As you can imagine, this is not the message I expected to write three months ago. Yet much has happened — and continues to happen — as our nation rallies to beat back the deadly coronavirus in our midst.
Like many colleges and universities, Seton Hall transitioned to distance learning in March and is providing online instruction for the rest of the semester. Students were sent home and events, including Commencement, were canceled or postponed. These measures, and all of our decisions, are expressions of the University’s deep commitment to our community’s health, safety and well-being.
With the coronavirus not yet eradicated, many of us — including my family — have relied on our Catholic faith for comfort and much-needed perspective. Indeed, we are instructed to:
“Pray without ceasing. In all circumstances give thanks, for this is the will of God for you in Christ Jesus.” — 1 Thessalonians 5:17-18.
In recent days, I have been reminded of all for which I am thankful, even in these challenging times.

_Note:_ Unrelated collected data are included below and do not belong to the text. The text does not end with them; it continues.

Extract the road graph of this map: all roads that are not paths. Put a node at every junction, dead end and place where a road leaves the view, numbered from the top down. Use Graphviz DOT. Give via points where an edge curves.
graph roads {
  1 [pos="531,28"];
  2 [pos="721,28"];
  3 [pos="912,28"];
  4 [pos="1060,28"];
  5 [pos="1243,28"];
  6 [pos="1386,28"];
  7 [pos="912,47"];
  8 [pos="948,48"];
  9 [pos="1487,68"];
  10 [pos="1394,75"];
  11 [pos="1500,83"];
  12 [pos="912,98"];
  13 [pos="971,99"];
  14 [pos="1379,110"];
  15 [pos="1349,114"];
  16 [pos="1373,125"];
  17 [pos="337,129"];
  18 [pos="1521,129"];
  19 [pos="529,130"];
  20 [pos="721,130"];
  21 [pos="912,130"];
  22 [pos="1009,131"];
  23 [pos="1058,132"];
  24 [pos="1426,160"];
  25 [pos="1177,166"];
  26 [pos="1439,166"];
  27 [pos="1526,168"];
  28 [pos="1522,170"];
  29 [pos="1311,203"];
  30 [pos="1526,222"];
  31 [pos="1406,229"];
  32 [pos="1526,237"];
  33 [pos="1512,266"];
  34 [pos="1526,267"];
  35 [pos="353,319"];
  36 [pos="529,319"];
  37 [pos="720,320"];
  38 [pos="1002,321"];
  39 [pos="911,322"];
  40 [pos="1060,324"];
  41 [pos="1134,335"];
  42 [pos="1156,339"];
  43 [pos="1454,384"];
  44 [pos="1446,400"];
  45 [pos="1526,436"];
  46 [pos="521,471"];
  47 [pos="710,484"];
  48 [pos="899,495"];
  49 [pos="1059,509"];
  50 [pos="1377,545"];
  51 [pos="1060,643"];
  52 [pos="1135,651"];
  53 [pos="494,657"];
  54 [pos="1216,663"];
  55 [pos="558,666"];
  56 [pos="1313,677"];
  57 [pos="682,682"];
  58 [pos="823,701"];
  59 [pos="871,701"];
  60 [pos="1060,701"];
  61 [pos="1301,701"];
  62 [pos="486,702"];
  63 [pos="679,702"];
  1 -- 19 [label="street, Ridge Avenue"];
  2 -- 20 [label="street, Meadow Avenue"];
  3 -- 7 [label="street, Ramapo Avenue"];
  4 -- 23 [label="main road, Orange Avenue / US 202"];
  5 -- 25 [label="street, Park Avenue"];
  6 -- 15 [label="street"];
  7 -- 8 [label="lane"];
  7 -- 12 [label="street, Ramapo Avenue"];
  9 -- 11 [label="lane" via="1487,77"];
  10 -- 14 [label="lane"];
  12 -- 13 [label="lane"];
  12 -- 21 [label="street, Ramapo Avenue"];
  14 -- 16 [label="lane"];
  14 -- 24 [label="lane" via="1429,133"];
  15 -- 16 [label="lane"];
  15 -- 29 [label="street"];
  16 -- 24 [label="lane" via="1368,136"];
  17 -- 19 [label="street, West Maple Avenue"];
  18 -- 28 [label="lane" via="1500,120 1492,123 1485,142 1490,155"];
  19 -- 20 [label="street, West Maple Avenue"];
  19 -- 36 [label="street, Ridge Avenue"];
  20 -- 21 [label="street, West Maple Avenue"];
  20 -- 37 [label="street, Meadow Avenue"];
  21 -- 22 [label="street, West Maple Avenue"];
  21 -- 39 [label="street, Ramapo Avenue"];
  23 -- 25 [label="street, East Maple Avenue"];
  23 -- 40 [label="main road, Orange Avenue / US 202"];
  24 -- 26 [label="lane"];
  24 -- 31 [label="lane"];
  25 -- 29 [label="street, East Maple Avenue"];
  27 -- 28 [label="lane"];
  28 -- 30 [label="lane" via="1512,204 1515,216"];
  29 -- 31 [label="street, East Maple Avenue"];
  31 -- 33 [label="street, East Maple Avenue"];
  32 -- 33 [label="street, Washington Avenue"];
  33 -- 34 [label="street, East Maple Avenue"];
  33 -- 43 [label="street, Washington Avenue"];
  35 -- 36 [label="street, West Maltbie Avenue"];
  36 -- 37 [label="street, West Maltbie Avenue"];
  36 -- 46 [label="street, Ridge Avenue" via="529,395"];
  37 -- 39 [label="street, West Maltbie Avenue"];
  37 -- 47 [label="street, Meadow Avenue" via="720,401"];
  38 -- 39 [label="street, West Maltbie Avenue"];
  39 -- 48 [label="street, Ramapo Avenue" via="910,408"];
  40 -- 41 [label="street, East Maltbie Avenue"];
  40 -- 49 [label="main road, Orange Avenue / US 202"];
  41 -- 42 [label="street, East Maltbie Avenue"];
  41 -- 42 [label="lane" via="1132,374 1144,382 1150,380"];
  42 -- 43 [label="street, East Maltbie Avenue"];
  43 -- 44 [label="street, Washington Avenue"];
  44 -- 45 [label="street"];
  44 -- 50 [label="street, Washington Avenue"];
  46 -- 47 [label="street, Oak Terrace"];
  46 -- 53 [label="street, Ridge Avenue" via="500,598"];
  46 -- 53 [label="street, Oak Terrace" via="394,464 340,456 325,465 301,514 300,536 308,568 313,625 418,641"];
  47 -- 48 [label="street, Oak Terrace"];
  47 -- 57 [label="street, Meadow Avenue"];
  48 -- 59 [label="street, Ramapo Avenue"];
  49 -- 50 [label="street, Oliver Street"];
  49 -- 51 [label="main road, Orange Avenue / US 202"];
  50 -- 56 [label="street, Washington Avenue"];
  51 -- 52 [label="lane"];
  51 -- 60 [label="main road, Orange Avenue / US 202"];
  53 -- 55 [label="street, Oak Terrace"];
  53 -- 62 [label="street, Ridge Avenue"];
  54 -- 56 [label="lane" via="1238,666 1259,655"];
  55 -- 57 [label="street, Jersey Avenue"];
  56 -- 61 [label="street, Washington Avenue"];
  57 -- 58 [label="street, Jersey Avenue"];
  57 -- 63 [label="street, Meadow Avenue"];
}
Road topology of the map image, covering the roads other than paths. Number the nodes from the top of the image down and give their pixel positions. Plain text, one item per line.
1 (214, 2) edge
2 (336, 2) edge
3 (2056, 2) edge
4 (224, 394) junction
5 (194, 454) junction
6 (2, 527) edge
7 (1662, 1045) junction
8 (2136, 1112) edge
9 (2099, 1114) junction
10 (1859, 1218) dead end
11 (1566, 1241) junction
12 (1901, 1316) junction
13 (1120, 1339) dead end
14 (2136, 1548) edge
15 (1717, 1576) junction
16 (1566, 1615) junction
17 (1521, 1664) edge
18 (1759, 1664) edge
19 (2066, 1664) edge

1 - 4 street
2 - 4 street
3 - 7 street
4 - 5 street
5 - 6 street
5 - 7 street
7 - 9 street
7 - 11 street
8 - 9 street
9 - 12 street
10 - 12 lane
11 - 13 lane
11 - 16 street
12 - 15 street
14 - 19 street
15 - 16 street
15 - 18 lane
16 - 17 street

I am thankful for our faculty. When it became clear that academic instruction would move online, our faculty members committed themselves to the effort immediately and totally. On very short notice, they mastered the technological aspects of presenting information online, adapted their courses and instructional materials, and adjusted their teaching methods for the benefit of our students.
I am thankful for our priest community. They remind us that faith and kindness are hallmarks of the Seton Hall experience. Since Cardinal Joseph W. Tobin, C.Ss.R., rightly canceled the celebration of public Masses in the Newark Archdiocese, our clergy have ministered to the Setonian community individually and online, helping us understand each new development in the context of Christ’s ceaseless love for His creation. Seton Hall’s first hour-long prayer livestream, which was presented by Campus Ministry on March 19, was viewed on Facebook by more than 3,000 Pirates from all over the nation.
I am thankful for the administrators and staff members who are exhibiting extraordinary dedication to our students, faculty, clergy and each other. In working around the clock to diligently and purposefully address the challenges we face, they have shown the true heart of the University. And in facilitating a rapid transition from on-campus to distance learning, they have achieved new levels of excellence.
And I extend my special thanks to our students and their families, especially our graduating seniors. They have adapted to these unexpected changes with uncommon grace and cooperation. As the president of Seton Hall and the parent of a college student, I understand how disruptive this semester has been for them. Yet they are forging ahead, as many of them have shared with me over the past weeks. And I am impressed and encouraged by their spirit to persevere in these uncertain days.
Finally, I give thanks for Seton Hall’s strength and stability. Even before the coronavirus began decimating the communal aspects of our society, many colleges and universities found themselves on precarious financial footing. Smaller institutions were closing at a slow but steady pace. COVID-19 is accelerating that pace and — barring outsized federal or state intervention — the disease will transform higher education just as it is reshaping myriad aspects of the American cultural landscape.
Yet Seton Hall is well-positioned to ride out this storm. We have been blessed by the exceptional community members I mentioned above. And most importantly, we have strong roots. They are strong because you and many generations of Setonians traversed our campus on your way to creating better lives for yourselves and your families. They are strong because you have never forgotten where you come from. And they are strong because you and more than 100,000 graduates have worked to safeguard Seton Hall’s bright future.
Before the Civil War, there was a Seton Hall. Before the Spanish-American War, World War I, the Influenza Pandemic of 1918, the Great Depression, World War II and a host of other national and world crises — there was a Seton Hall. Since 1856 our community has come together to show the world our best when times were at their worst.
When you support the University, connect on social media, mentor a student or promote your alma mater to neighbors and friends, you are building a better Seton Hall in the immediate sense. But more than that, you are extending our University’s roots ever deeper. So when the next storm cuts a path through our society — as it most certainly will — your University will have the strength to stand unbowed against it.
As it has for nearly 164 years.
As it is now.
And as it will in the centuries to come.
Thank you for all you have done to ready Seton Hall for this moment. No matter where you find yourself in these extraordinary times, I pray the Lord continues to fortify you and your loved ones with His strength and comfort you with His peace — today and always.